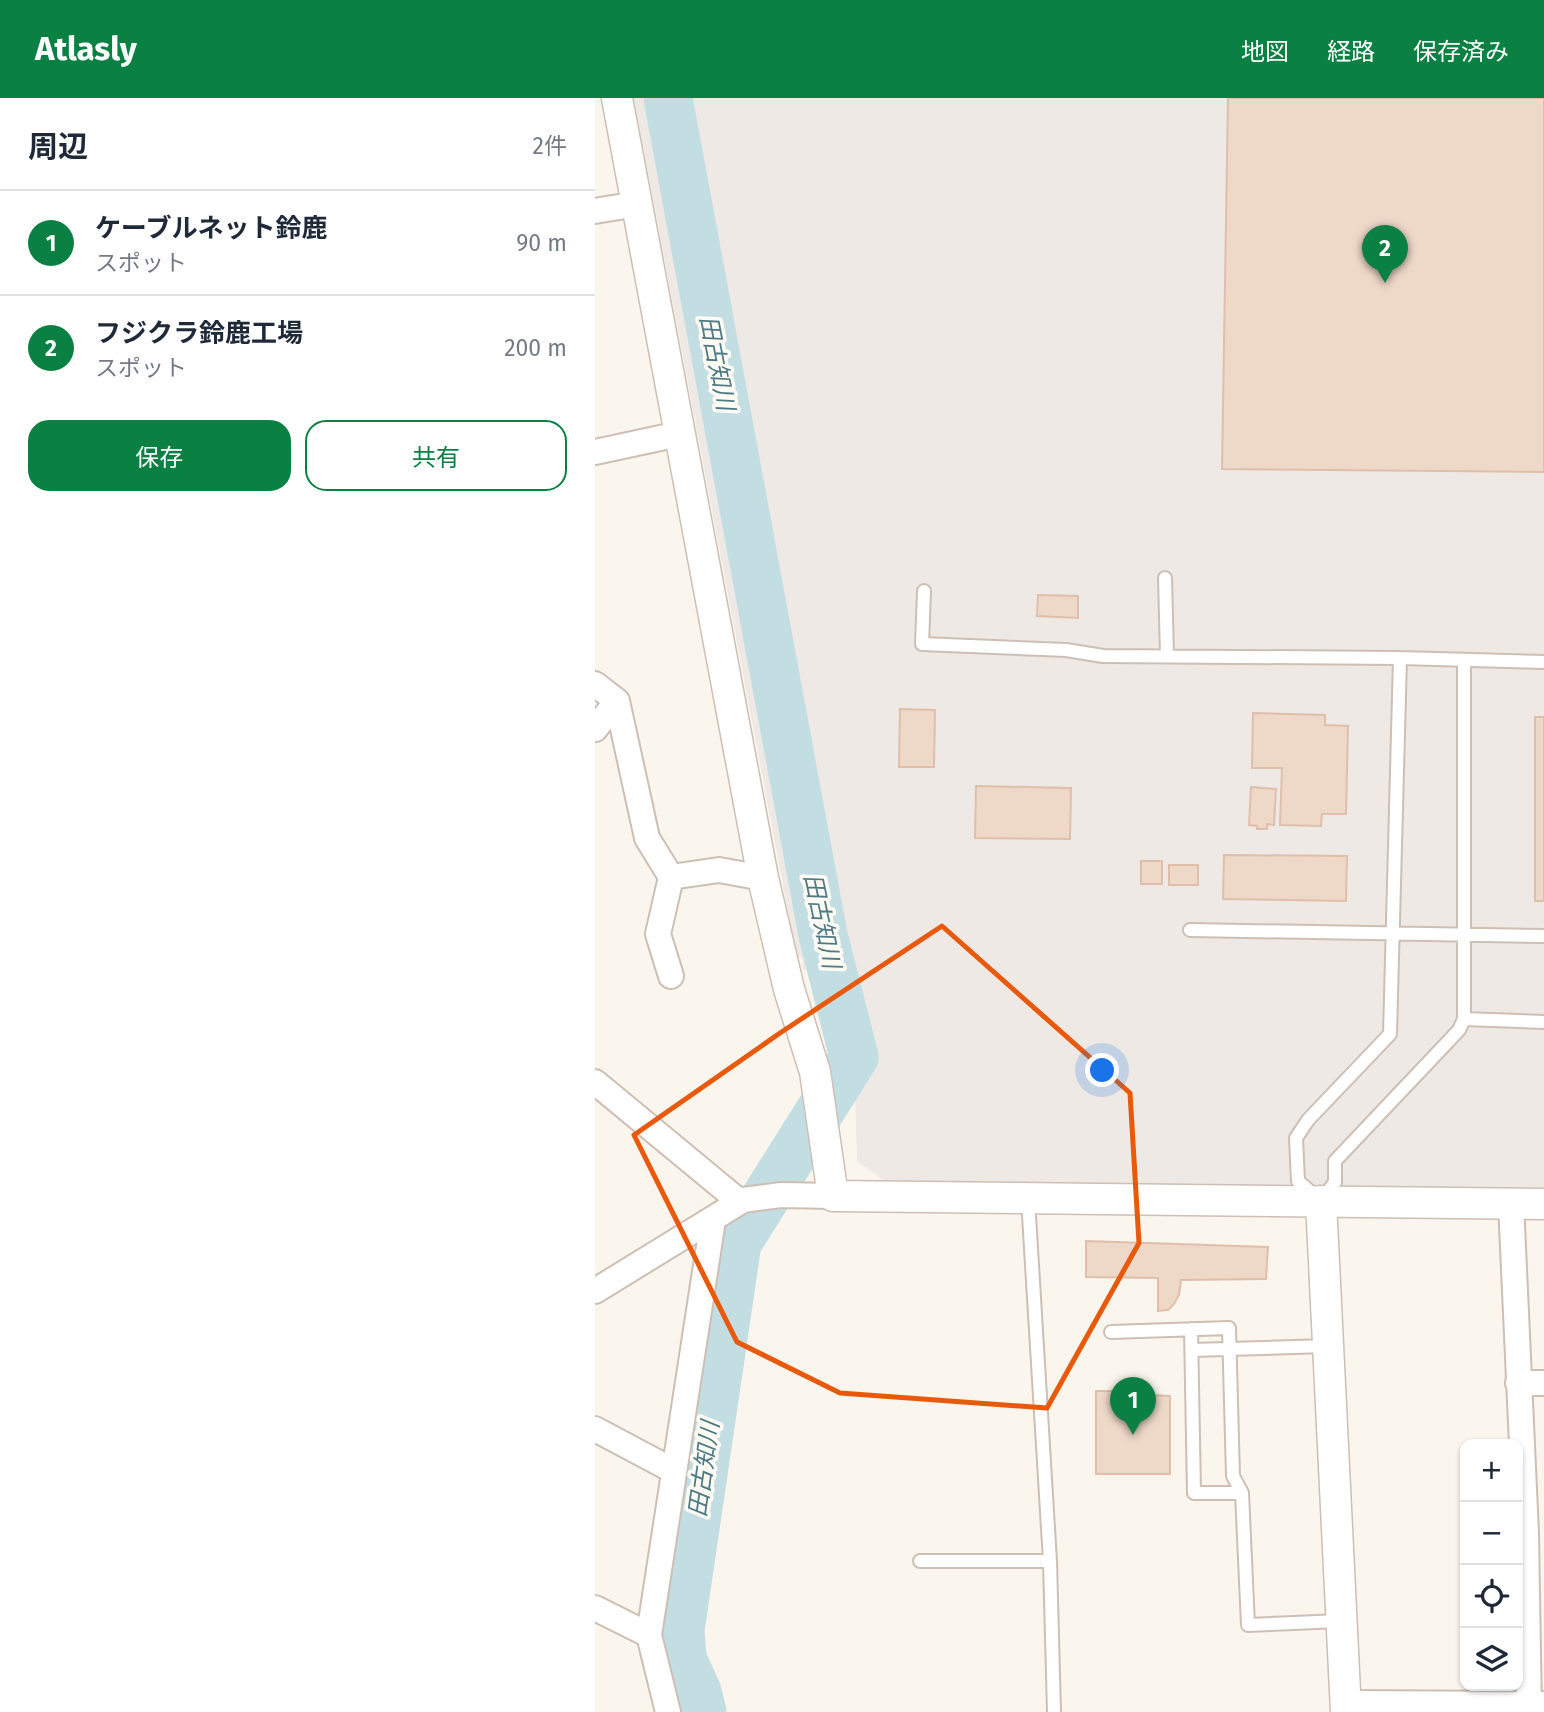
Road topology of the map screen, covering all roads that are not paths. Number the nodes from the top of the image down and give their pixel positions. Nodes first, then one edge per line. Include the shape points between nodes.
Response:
1 (617, 98) edge
2 (637, 204) junction
3 (595, 211) edge
4 (680, 435) junction
5 (595, 452) edge
6 (1165, 578) dead end
7 (924, 591) dead end
8 (1167, 656) junction
9 (1400, 657) junction
10 (1464, 660) junction
11 (1544, 662) edge
12 (595, 684) edge
13 (617, 701) junction
14 (595, 729) edge
15 (671, 877) junction
16 (763, 878) junction
17 (1190, 930) dead end
18 (1466, 933) junction
19 (1394, 934) junction
20 (1544, 936) edge
21 (671, 976) dead end
22 (1464, 1020) junction
23 (1544, 1022) edge
24 (595, 1082) edge
25 (833, 1196) junction
26 (1028, 1199) junction
27 (741, 1201) junction
28 (1321, 1201) junction
29 (1511, 1203) junction
30 (1544, 1204) edge
31 (713, 1220) junction
32 (595, 1291) edge
33 (1191, 1329) junction
34 (1111, 1332) dead end
35 (1327, 1346) junction
36 (1228, 1349) junction
37 (1192, 1350) junction
38 (1518, 1384) junction
39 (1544, 1384) edge
40 (595, 1429) edge
41 (674, 1471) junction
42 (1243, 1493) junction
43 (1535, 1533) edge
44 (1050, 1561) junction
45 (920, 1562) dead end
46 (595, 1608) edge
47 (1340, 1621) junction
48 (649, 1635) junction
49 (1346, 1707) edge
50 (1534, 1707) edge
51 (668, 1712) edge
52 (1054, 1712) edge

1 - 2 street
2 - 3 street
2 - 4 street
4 - 5 street
4 - 16 street
6 - 8 lane
7 - 8 lane via 922,644
8 - 9 lane
9 - 10 lane
9 - 19 lane
10 - 11 lane
10 - 18 lane
12 - 13 street
13 - 14 street
13 - 15 street via 647,838
15 - 16 street via 719,870
15 - 21 street via 659,934
16 - 25 street via 789,989 815,1072
17 - 19 lane
18 - 19 lane
18 - 20 lane
18 - 22 lane
19 - 28 lane via 1390,1034 1296,1138 1298,1181
22 - 23 lane
22 - 28 lane via 1335,1161 1335,1182
24 - 27 street
25 - 26 street
25 - 27 street via 781,1195
26 - 28 street
26 - 44 lane
27 - 31 street
28 - 29 street
28 - 35 street
29 - 30 street
29 - 38 street
31 - 32 street
31 - 41 street
33 - 34 lane
33 - 36 lane via 1229,1328
33 - 37 lane
35 - 36 lane
35 - 47 street
36 - 37 lane
36 - 42 lane via 1233,1476
37 - 42 lane via 1194,1493
38 - 39 street
38 - 43 street
40 - 41 street
41 - 48 street
42 - 47 lane via 1248,1625
43 - 50 street
44 - 45 lane
44 - 52 lane
46 - 48 street
47 - 49 street
48 - 51 street
49 - 50 street

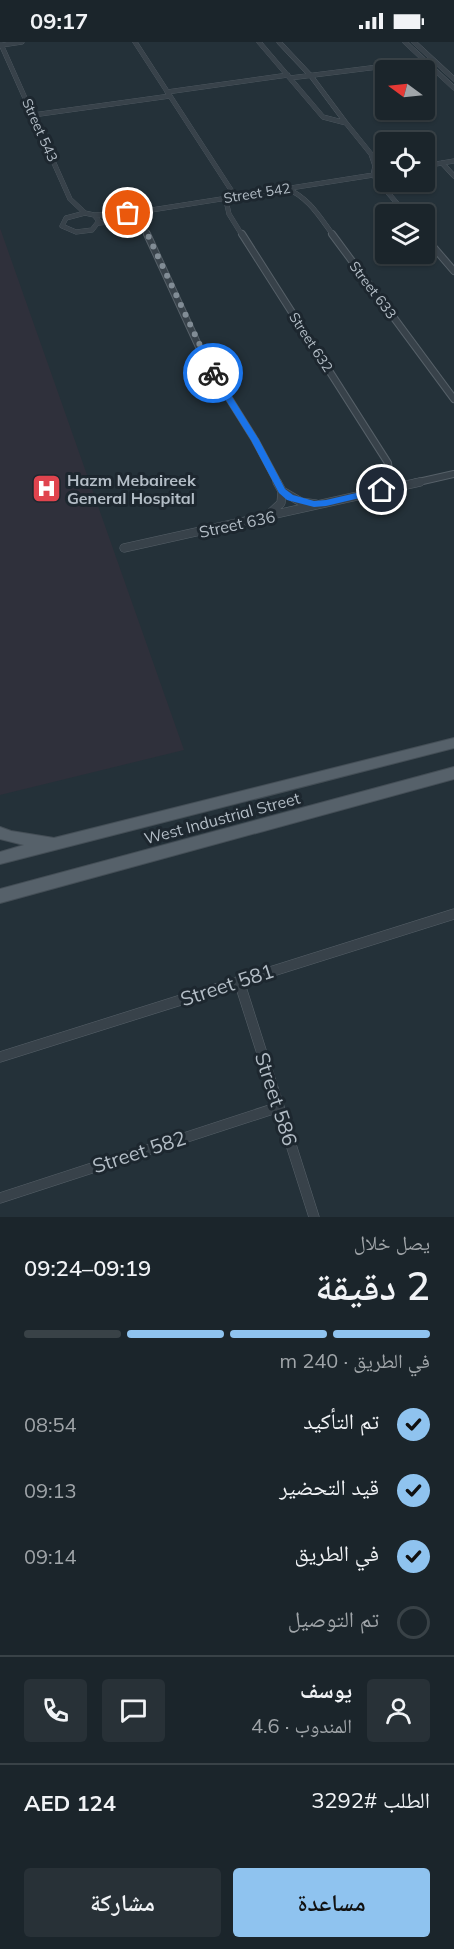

#####

To do. Images stay out; the entries above are to be printed exactly.

Exercise output.
Road topology of the map screen, covering all roads that are not paths. Number the nodes from the top of the image down and give their pixel positions. Nodes first, then one edge per line. Include the shape points between nodes.
Response:
1 (617, 98) edge
2 (637, 204) junction
3 (595, 211) edge
4 (680, 435) junction
5 (595, 452) edge
6 (1165, 578) dead end
7 (924, 591) dead end
8 (1167, 656) junction
9 (1400, 657) junction
10 (1464, 660) junction
11 (1544, 662) edge
12 (595, 684) edge
13 (617, 701) junction
14 (595, 729) edge
15 (671, 877) junction
16 (763, 878) junction
17 (1190, 930) dead end
18 (1466, 933) junction
19 (1394, 934) junction
20 (1544, 936) edge
21 (671, 976) dead end
22 (1464, 1020) junction
23 (1544, 1022) edge
24 (595, 1082) edge
25 (833, 1196) junction
26 (1028, 1199) junction
27 (741, 1201) junction
28 (1321, 1201) junction
29 (1511, 1203) junction
30 (1544, 1204) edge
31 (713, 1220) junction
32 (595, 1291) edge
33 (1191, 1329) junction
34 (1111, 1332) dead end
35 (1327, 1346) junction
36 (1228, 1349) junction
37 (1192, 1350) junction
38 (1518, 1384) junction
39 (1544, 1384) edge
40 (595, 1429) edge
41 (674, 1471) junction
42 (1243, 1493) junction
43 (1535, 1533) edge
44 (1050, 1561) junction
45 (920, 1562) dead end
46 (595, 1608) edge
47 (1340, 1621) junction
48 (649, 1635) junction
49 (1346, 1707) edge
50 (1534, 1707) edge
51 (668, 1712) edge
52 (1054, 1712) edge

1 - 2 street
2 - 3 street
2 - 4 street
4 - 5 street
4 - 16 street
6 - 8 lane
7 - 8 lane via 922,644
8 - 9 lane
9 - 10 lane
9 - 19 lane
10 - 11 lane
10 - 18 lane
12 - 13 street
13 - 14 street
13 - 15 street via 647,838
15 - 16 street via 719,870
15 - 21 street via 659,934
16 - 25 street via 789,989 815,1072
17 - 19 lane
18 - 19 lane
18 - 20 lane
18 - 22 lane
19 - 28 lane via 1390,1034 1296,1138 1298,1181
22 - 23 lane
22 - 28 lane via 1335,1161 1335,1182
24 - 27 street
25 - 26 street
25 - 27 street via 781,1195
26 - 28 street
26 - 44 lane
27 - 31 street
28 - 29 street
28 - 35 street
29 - 30 street
29 - 38 street
31 - 32 street
31 - 41 street
33 - 34 lane
33 - 36 lane via 1229,1328
33 - 37 lane
35 - 36 lane
35 - 47 street
36 - 37 lane
36 - 42 lane via 1233,1476
37 - 42 lane via 1194,1493
38 - 39 street
38 - 43 street
40 - 41 street
41 - 48 street
42 - 47 lane via 1248,1625
43 - 50 street
44 - 45 lane
44 - 52 lane
46 - 48 street
47 - 49 street
48 - 51 street
49 - 50 street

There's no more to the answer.